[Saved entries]
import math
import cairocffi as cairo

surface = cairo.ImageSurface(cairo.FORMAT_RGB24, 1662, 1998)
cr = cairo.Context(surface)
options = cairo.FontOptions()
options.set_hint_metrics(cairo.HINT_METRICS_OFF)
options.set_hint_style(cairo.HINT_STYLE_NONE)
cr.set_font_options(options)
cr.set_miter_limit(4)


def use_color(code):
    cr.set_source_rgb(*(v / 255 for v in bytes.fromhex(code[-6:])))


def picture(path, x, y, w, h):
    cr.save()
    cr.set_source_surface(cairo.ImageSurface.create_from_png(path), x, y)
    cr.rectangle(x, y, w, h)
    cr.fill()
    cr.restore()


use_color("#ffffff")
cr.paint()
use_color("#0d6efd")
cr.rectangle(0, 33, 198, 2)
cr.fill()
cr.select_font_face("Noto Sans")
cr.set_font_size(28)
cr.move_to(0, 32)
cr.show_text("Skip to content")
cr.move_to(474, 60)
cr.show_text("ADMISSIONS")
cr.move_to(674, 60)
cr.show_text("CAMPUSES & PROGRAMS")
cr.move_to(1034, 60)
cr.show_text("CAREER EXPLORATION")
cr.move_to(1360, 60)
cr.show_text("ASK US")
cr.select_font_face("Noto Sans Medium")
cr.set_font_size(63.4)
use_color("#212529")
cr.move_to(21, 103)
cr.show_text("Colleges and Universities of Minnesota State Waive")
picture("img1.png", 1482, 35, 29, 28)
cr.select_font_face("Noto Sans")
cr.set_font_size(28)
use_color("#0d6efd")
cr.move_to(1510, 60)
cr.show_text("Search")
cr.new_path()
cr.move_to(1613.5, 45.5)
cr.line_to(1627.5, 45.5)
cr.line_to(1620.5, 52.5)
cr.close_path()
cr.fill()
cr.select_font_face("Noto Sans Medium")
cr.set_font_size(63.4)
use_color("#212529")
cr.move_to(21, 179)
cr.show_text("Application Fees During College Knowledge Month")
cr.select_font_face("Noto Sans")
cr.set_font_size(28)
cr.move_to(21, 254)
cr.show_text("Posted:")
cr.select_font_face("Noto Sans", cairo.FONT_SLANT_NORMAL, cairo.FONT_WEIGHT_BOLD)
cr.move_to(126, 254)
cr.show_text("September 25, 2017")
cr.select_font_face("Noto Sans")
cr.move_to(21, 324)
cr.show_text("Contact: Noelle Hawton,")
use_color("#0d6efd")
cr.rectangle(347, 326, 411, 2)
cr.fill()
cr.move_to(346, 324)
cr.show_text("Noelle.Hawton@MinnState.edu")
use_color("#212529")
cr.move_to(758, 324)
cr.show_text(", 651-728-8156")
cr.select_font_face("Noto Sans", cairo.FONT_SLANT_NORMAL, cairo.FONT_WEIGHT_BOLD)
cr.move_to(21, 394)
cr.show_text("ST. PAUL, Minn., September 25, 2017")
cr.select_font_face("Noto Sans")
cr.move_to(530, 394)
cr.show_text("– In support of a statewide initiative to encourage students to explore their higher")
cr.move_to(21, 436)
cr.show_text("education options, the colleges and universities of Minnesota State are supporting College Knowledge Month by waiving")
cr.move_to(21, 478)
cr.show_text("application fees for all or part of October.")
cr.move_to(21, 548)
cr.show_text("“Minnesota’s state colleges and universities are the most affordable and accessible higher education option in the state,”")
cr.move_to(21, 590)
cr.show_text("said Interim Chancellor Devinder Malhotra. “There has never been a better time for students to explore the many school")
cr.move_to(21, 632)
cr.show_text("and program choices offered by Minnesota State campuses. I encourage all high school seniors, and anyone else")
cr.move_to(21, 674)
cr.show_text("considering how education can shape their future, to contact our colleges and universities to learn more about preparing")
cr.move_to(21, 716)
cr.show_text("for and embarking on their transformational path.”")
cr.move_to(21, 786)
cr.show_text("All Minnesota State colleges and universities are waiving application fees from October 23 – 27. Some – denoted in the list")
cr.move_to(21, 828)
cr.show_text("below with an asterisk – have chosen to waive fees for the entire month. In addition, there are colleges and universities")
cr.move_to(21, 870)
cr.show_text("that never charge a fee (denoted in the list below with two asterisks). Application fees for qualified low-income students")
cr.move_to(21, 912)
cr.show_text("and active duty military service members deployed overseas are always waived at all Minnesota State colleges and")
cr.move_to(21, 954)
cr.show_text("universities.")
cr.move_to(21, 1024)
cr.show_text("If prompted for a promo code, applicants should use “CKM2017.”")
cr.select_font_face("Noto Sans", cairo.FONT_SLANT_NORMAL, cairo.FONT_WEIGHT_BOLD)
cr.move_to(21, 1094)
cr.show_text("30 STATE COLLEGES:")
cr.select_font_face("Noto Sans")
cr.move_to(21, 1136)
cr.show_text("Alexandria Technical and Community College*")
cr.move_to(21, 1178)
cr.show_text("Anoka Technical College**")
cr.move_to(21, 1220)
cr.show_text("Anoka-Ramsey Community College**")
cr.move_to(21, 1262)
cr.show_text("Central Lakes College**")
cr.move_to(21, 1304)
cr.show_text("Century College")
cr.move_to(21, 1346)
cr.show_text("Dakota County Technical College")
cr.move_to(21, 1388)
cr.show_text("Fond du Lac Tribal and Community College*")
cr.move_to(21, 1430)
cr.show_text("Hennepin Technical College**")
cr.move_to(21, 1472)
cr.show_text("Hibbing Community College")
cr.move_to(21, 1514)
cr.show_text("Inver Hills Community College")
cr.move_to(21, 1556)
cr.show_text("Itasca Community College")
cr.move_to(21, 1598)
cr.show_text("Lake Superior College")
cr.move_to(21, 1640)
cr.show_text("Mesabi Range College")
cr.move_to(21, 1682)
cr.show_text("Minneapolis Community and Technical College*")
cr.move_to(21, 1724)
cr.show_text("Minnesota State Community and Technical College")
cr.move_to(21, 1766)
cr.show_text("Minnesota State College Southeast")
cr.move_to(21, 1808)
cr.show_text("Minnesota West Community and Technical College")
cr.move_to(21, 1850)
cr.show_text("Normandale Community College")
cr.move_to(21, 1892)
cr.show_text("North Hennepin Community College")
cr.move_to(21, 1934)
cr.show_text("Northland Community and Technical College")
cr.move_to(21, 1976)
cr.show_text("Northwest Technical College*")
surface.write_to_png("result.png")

▶ **Aim of the task**: Repeat, exactly as they stand above, the lines from the line with "cr = cairo.Context(surface)" to the line with "cr.restore()", both lines included.

▶ **Output below**:
cr = cairo.Context(surface)
options = cairo.FontOptions()
options.set_hint_metrics(cairo.HINT_METRICS_OFF)
options.set_hint_style(cairo.HINT_STYLE_NONE)
cr.set_font_options(options)
cr.set_miter_limit(4)


def use_color(code):
    cr.set_source_rgb(*(v / 255 for v in bytes.fromhex(code[-6:])))


def picture(path, x, y, w, h):
    cr.save()
    cr.set_source_surface(cairo.ImageSurface.create_from_png(path), x, y)
    cr.rectangle(x, y, w, h)
    cr.fill()
    cr.restore()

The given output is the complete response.